The project is integrated into a unique urban fabric in a manner that is respectful of the pre-existing urban environment. Therefore, it is consciously located in the garden, understanding this as a green lung that looks towards nature and that highlights the materials of biological origin chosen for the construction of the building.
15. Extension of the Morland Mixité Capitale by David Chipperfield Architects
17 Bd Morland, 75004 Paris, France
On the banks of the Seine and in the centre of the city of Paris is the Morland Mixité Capitale by David Chipperfield Architects, the remodelling and expansion project of the historic building designed by Albert Laprade in 1960, the administrative headquarters of the city known as the «Préfecture de Paris».
The proposal stood out for being an intervention that reopened the building to the public and promoted the positive reactivation of the neighbourhood. Originally the building was made up of a 16-story high tower with two adjacent wings of 9 floors each, thus generating a small plaza in the place, to which two new volumes with an intermediate scale were added, which try to connect in this way. the surface of the old building with the other buildings in the neighbourhood.
5 rue du Vertbois, 75003 París, Francia
Within a neighbourhood with a special atmosphere, quite sophisticated and full of galleries where you can find the latest Parisian fashion, there is a 10-story commercial building designed by Biro Fernier, with an area of 1,134 m², which recalls the history of France during the economic boom that occurred after the war.

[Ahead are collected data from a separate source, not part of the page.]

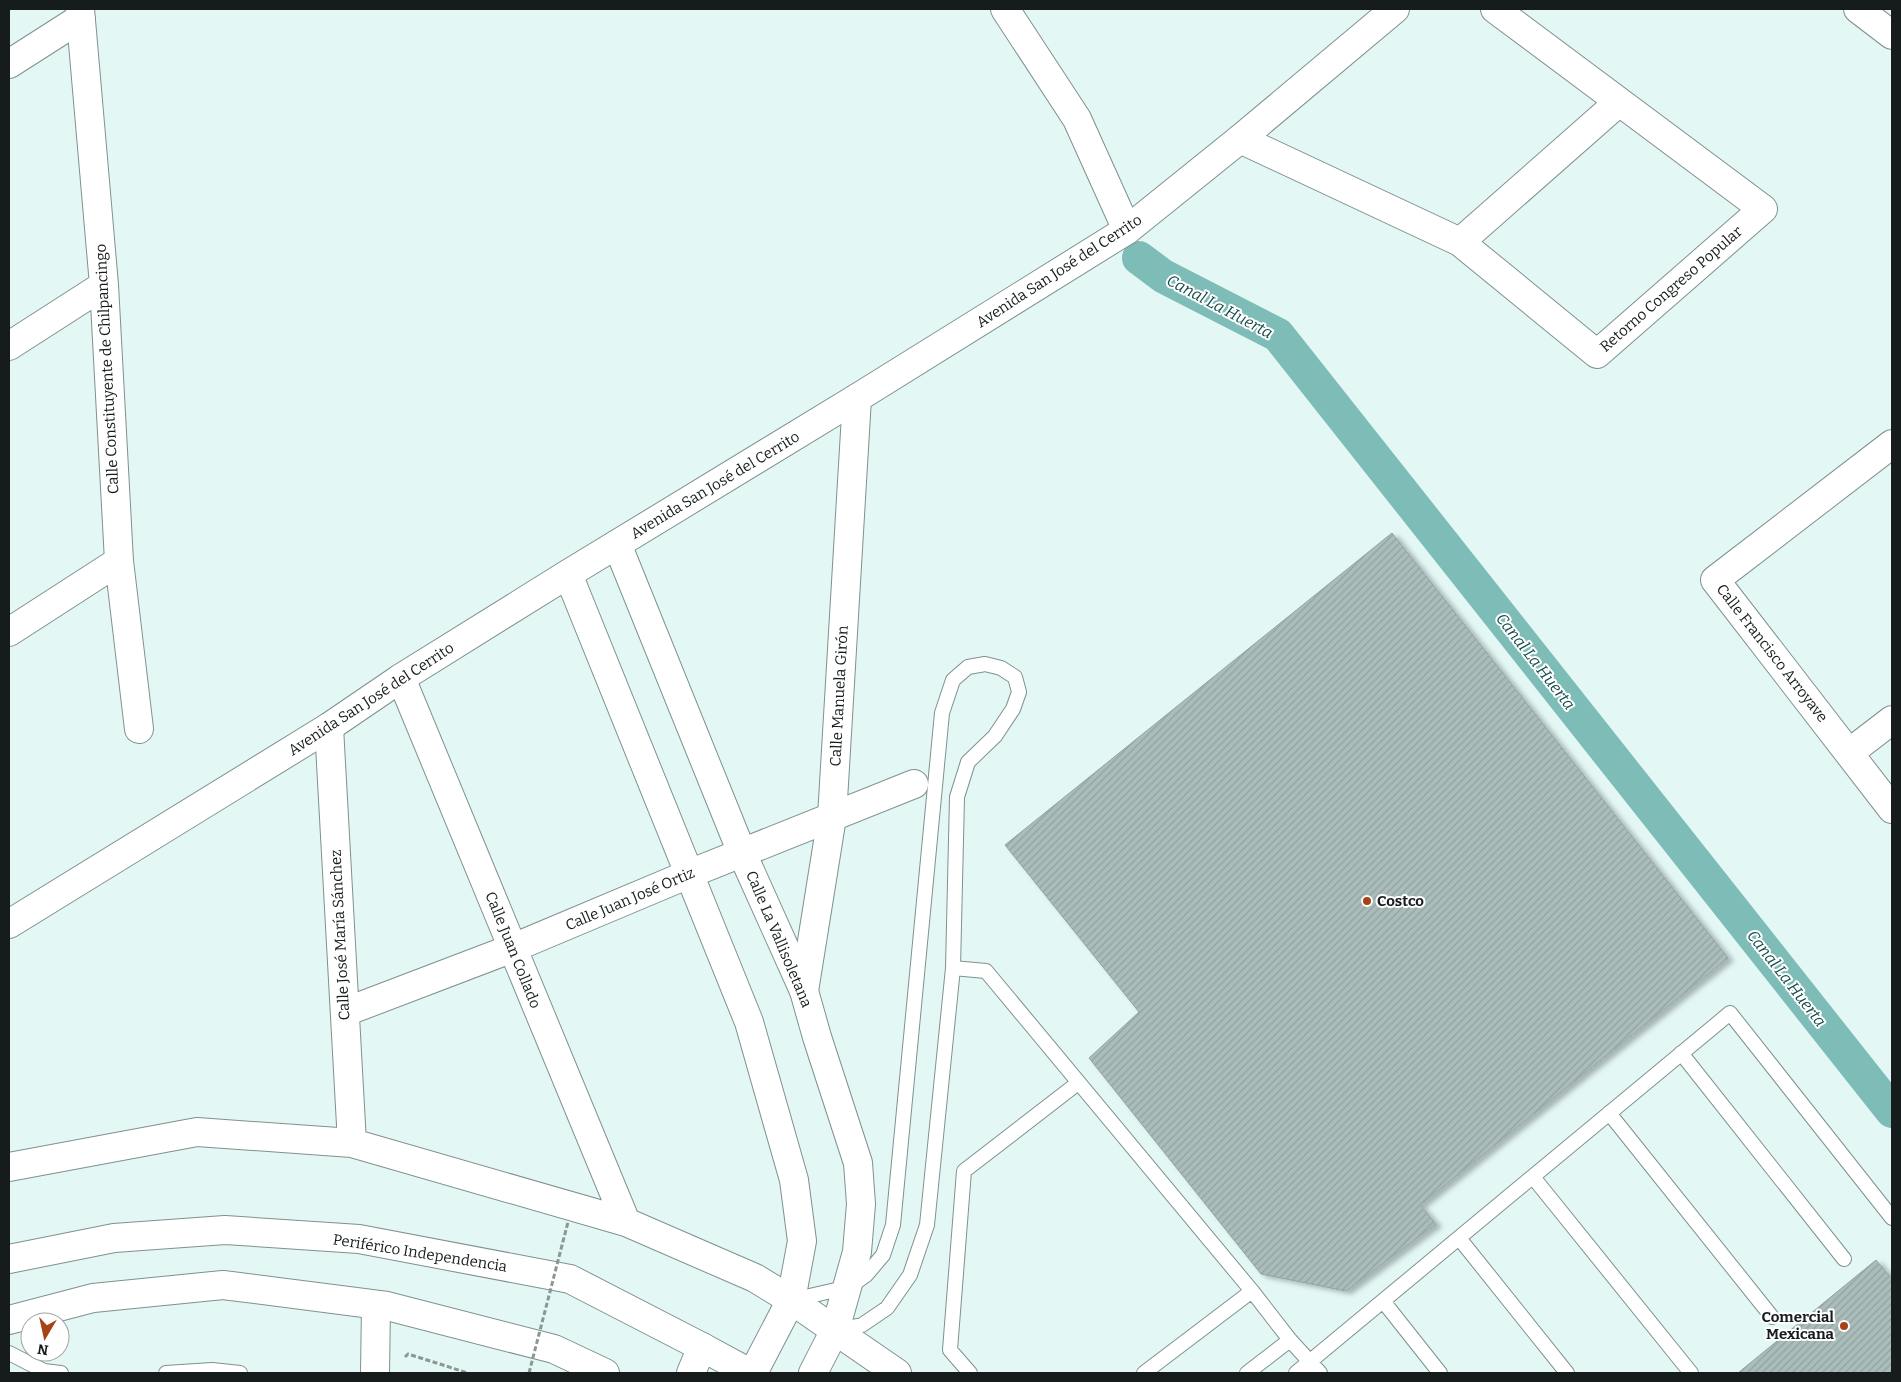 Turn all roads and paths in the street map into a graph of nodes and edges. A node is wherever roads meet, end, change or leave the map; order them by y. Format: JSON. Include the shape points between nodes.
{"nodes":[{"id":1,"x":1005,"y":9,"type":"edge"},
{"id":2,"x":1395,"y":9,"type":"edge"},
{"id":3,"x":1495,"y":9,"type":"edge"},
{"id":4,"x":1858,"y":9,"type":"edge"},
{"id":5,"x":81,"y":13,"type":"edge"},
{"id":6,"x":1892,"y":35,"type":"edge"},
{"id":7,"x":9,"y":64,"type":"edge"},
{"id":8,"x":1619,"y":102,"type":"junction"},
{"id":9,"x":1240,"y":140,"type":"junction"},
{"id":10,"x":1127,"y":230,"type":"junction"},
{"id":11,"x":1460,"y":242,"type":"junction"},
{"id":12,"x":104,"y":285,"type":"junction"},
{"id":13,"x":9,"y":346,"type":"edge"},
{"id":14,"x":857,"y":398,"type":"junction"},
{"id":15,"x":1892,"y":444,"type":"edge"},
{"id":16,"x":617,"y":544,"type":"junction"},
{"id":17,"x":119,"y":562,"type":"junction"},
{"id":18,"x":568,"y":574,"type":"junction"},
{"id":19,"x":9,"y":632,"type":"edge"},
{"id":20,"x":401,"y":678,"type":"junction"},
{"id":21,"x":1892,"y":720,"type":"edge"},
{"id":22,"x":329,"y":727,"type":"junction"},
{"id":23,"x":139,"y":729,"type":"dead end"},
{"id":24,"x":1849,"y":753,"type":"junction"},
{"id":25,"x":914,"y":784,"type":"dead end"},
{"id":26,"x":1892,"y":809,"type":"edge"},
{"id":27,"x":832,"y":817,"type":"junction"},
{"id":28,"x":742,"y":853,"type":"junction"},
{"id":29,"x":689,"y":874,"type":"junction"},
{"id":30,"x":9,"y":924,"type":"edge"},
{"id":31,"x":513,"y":948,"type":"junction"},
{"id":32,"x":953,"y":968,"type":"junction"},
{"id":33,"x":804,"y":991,"type":"junction"},
{"id":34,"x":345,"y":1012,"type":"junction"},
{"id":35,"x":1682,"y":1053,"type":"junction"},
{"id":36,"x":1078,"y":1083,"type":"junction"},
{"id":37,"x":1609,"y":1113,"type":"junction"},
{"id":38,"x":352,"y":1143,"type":"junction"},
{"id":39,"x":9,"y":1167,"type":"edge"},
{"id":40,"x":1533,"y":1177,"type":"junction"},
{"id":41,"x":1892,"y":1218,"type":"edge"},
{"id":42,"x":568,"y":1222,"type":"dead end"},
{"id":43,"x":626,"y":1222,"type":"junction"},
{"id":44,"x":1459,"y":1238,"type":"junction"},
{"id":45,"x":9,"y":1259,"type":"edge"},
{"id":46,"x":1844,"y":1259,"type":"dead end"},
{"id":47,"x":849,"y":1287,"type":"junction"},
{"id":48,"x":1252,"y":1291,"type":"junction"},
{"id":49,"x":791,"y":1300,"type":"junction"},
{"id":50,"x":1383,"y":1301,"type":"junction"},
{"id":51,"x":376,"y":1305,"type":"junction"},
{"id":52,"x":1772,"y":1317,"type":"dead end"},
{"id":53,"x":9,"y":1320,"type":"edge"},
{"id":54,"x":835,"y":1330,"type":"junction"},
{"id":55,"x":1290,"y":1340,"type":"junction"},
{"id":56,"x":702,"y":1347,"type":"junction"},
{"id":57,"x":9,"y":1353,"type":"edge"},
{"id":58,"x":403,"y":1361,"type":"dead end"},
{"id":59,"x":1310,"y":1362,"type":"junction"},
{"id":60,"x":61,"y":1373,"type":"edge"},
{"id":61,"x":166,"y":1373,"type":"edge"},
{"id":62,"x":240,"y":1373,"type":"edge"},
{"id":63,"x":375,"y":1373,"type":"edge"},
{"id":64,"x":468,"y":1373,"type":"edge"},
{"id":65,"x":529,"y":1373,"type":"edge"},
{"id":66,"x":605,"y":1373,"type":"edge"},
{"id":67,"x":691,"y":1373,"type":"edge"},
{"id":68,"x":751,"y":1373,"type":"edge"},
{"id":69,"x":813,"y":1373,"type":"edge"},
{"id":70,"x":897,"y":1373,"type":"edge"},
{"id":71,"x":970,"y":1373,"type":"edge"},
{"id":72,"x":1144,"y":1373,"type":"edge"},
{"id":73,"x":1247,"y":1373,"type":"edge"},
{"id":74,"x":1296,"y":1373,"type":"edge"},
{"id":75,"x":1320,"y":1373,"type":"edge"},
{"id":76,"x":1440,"y":1373,"type":"edge"},
{"id":77,"x":1567,"y":1373,"type":"edge"},
{"id":78,"x":1691,"y":1373,"type":"edge"}],
"edges":[{"from":1,"to":10,"type":"main road","via":[[1077,119]]},
{"from":2,"to":9,"type":"main road","name":"Avenida San José del Cerrito"},
{"from":3,"to":8,"type":"main road","name":"Retorno Congreso Popular"},
{"from":4,"to":6,"type":"main road"},
{"from":5,"to":7,"type":"main road"},
{"from":5,"to":12,"type":"main road","name":"Calle Constituyente de Chilpancingo"},
{"from":8,"to":11,"type":"main road"},
{"from":8,"to":11,"type":"main road","name":"Retorno Congreso Popular","via":[[1763,209],[1598,354]]},
{"from":9,"to":10,"type":"main road","name":"Avenida San José del Cerrito"},
{"from":9,"to":11,"type":"main road","name":"Retorno Congreso Popular"},
{"from":10,"to":14,"type":"main road","name":"Avenida San José del Cerrito"},
{"from":12,"to":13,"type":"main road"},
{"from":12,"to":17,"type":"main road","name":"Calle Constituyente de Chilpancingo"},
{"from":14,"to":16,"type":"main road","name":"Avenida San José del Cerrito"},
{"from":14,"to":27,"type":"main road","name":"Calle Manuela Girón"},
{"from":15,"to":24,"type":"main road","name":"Calle Francisco Arroyave","via":[[1715,580]]},
{"from":16,"to":18,"type":"main road","name":"Avenida San José del Cerrito"},
{"from":16,"to":28,"type":"main road","name":"Calle La Vallisoletana"},
{"from":17,"to":19,"type":"main road"},
{"from":17,"to":23,"type":"main road","name":"Calle Constituyente de Chilpancingo"},
{"from":18,"to":20,"type":"main road","name":"Avenida San José del Cerrito"},
{"from":18,"to":29,"type":"main road"},
{"from":20,"to":22,"type":"main road","name":"Avenida San José del Cerrito"},
{"from":20,"to":31,"type":"main road","name":"Calle Juan Collado"},
{"from":21,"to":24,"type":"main road"},
{"from":22,"to":30,"type":"main road","name":"Avenida San José del Cerrito"},
{"from":22,"to":34,"type":"main road","name":"Calle José María Sánchez"},
{"from":24,"to":26,"type":"main road","name":"Calle Francisco Arroyave"},
{"from":25,"to":27,"type":"main road","name":"Calle Juan José Ortiz"},
{"from":27,"to":28,"type":"main road","name":"Calle Juan José Ortiz"},
{"from":27,"to":33,"type":"main road","name":"Calle Manuela Girón"},
{"from":28,"to":29,"type":"main road","name":"Calle Juan José Ortiz"},
{"from":28,"to":33,"type":"main road","name":"Calle La Vallisoletana"},
{"from":29,"to":31,"type":"main road","name":"Calle Juan José Ortiz"},
{"from":29,"to":49,"type":"main road","via":[[749,1022],[794,1180],[802,1241]]},
{"from":31,"to":34,"type":"main road","name":"Calle Juan José Ortiz"},
{"from":31,"to":43,"type":"main road","name":"Calle Juan Collado"},
{"from":32,"to":36,"type":"lane","via":[[986,971]]},
{"from":32,"to":47,"type":"lane","via":[[957,797],[968,762],[996,736],[1013,709],[1019,692],[1015,677],[1001,668],[985,664],[968,667],[953,680],[942,713],[893,1225],[883,1255],[866,1276]]},
{"from":32,"to":54,"type":"lane","via":[[927,1224],[910,1275],[887,1308],[862,1324]]},
{"from":33,"to":47,"type":"main road","name":"Calle La Vallisoletana","via":[[858,1163],[861,1204]]},
{"from":34,"to":38,"type":"main road","name":"Calle José María Sánchez"},
{"from":35,"to":37,"type":"lane"},
{"from":35,"to":41,"type":"lane","via":[[1730,1014]]},
{"from":35,"to":46,"type":"lane"},
{"from":36,"to":48,"type":"lane"},
{"from":36,"to":71,"type":"lane","via":[[964,1171],[950,1350]]},
{"from":37,"to":40,"type":"lane"},
{"from":37,"to":52,"type":"lane"},
{"from":38,"to":39,"type":"main road","via":[[197,1132]]},
{"from":38,"to":43,"type":"main road"},
{"from":40,"to":44,"type":"lane"},
{"from":40,"to":78,"type":"lane"},
{"from":42,"to":65,"type":"path","bridge":true},
{"from":43,"to":49,"type":"main road","via":[[724,1263]]},
{"from":44,"to":50,"type":"lane"},
{"from":44,"to":77,"type":"lane"},
{"from":45,"to":56,"type":"main road","name":"Periférico Independencia","via":[[114,1238],[225,1230],[359,1239],[570,1279]]},
{"from":47,"to":49,"type":"lane"},
{"from":47,"to":54,"type":"main road","name":"Calle La Vallisoletana"},
{"from":48,"to":55,"type":"lane"},
{"from":48,"to":72,"type":"lane"},
{"from":49,"to":54,"type":"main road"},
{"from":49,"to":68,"type":"main road"},
{"from":50,"to":59,"type":"lane"},
{"from":50,"to":76,"type":"lane"},
{"from":51,"to":53,"type":"main road","via":[[223,1286],[92,1298]]},
{"from":51,"to":63,"type":"main road"},
{"from":51,"to":66,"type":"main road","via":[[554,1349]]},
{"from":54,"to":69,"type":"main road","name":"Calle La Vallisoletana"},
{"from":54,"to":70,"type":"main road"},
{"from":55,"to":59,"type":"lane"},
{"from":55,"to":73,"type":"lane"},
{"from":56,"to":67,"type":"main road"},
{"from":56,"to":68,"type":"main road","name":"Periférico Independencia"},
{"from":57,"to":60,"type":"lane","via":[[44,1371]]},
{"from":58,"to":64,"type":"path","via":[[408,1354]]},
{"from":59,"to":74,"type":"lane"},
{"from":59,"to":75,"type":"lane"},
{"from":61,"to":62,"type":"lane","via":[[212,1370]]}]}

17. Six social housing units and a business premises by MAO
1 rue Robert Blache, Paris, France
At a meeting point between three urban situations present in the city of Paris - "Faubourien" architecture, the neatness of brick buildings, and buildings that reinterpret classical language, we find a complex of social housing designed by Mobile Architectural Office which seeks to reinterpret the main characteristics of “Faubouriene” architecture present in the surrounding area.
The building developed a structural principle based on prefabricated wood that allowed the development of a very low-carbon site and the assembly of the structure on 5 levels in 10 days. The 6 homes distributed over 5 floors have a double or triple orientation, offering the maximum amount of light possible inside the home.
Twenty French schools of architecture and landscape design have been appointed to design twenty new human-scale Folies in the middle of the Parc de la Villette in Paris during the Paris 2024 Olympic period. The pre-existing Folies inspire these follies created by the students in Bernard Tschumi's Parc de la Villette.
The new folies built will host twenty sports federations on the Club France site during the Olympiad. These projects seek to create links between architecture and sport as part of the Cultural Olympiad, and through innovative architecture, reflect the Olympic values of Paris 2024 as iconic, ecological, committed, egalitarian, inclusive, sober and unifying.
19. Athletes' Village by Dominique Perrault
D1, 93200 Saint-Denis, Francia
Following our series of publications on projects in Paris for the Paris 2024 Olympic Games, we present the urban project that unifies and gives meaning to one of the largest urban transformations carried out for these games.
To exemplify a new way of living in cities, Dominique Perrault developed “District 2024, beyond the Athletes’ Village”, a project in the city of Paris that, through urban reflection, aims to provide the metropolis and the landscape with an identity factor of long-term coherence.
The idea was to create a district capable of revealing what exists, what has existed and what will exist through a project with scope to improve the existing territory and geography, which constitutes a strong and suitable element to manifest the principles of evolution, adaptability and reversibility, becoming an element of exceptional welcome for athletes, their delegations and their future inhabitants.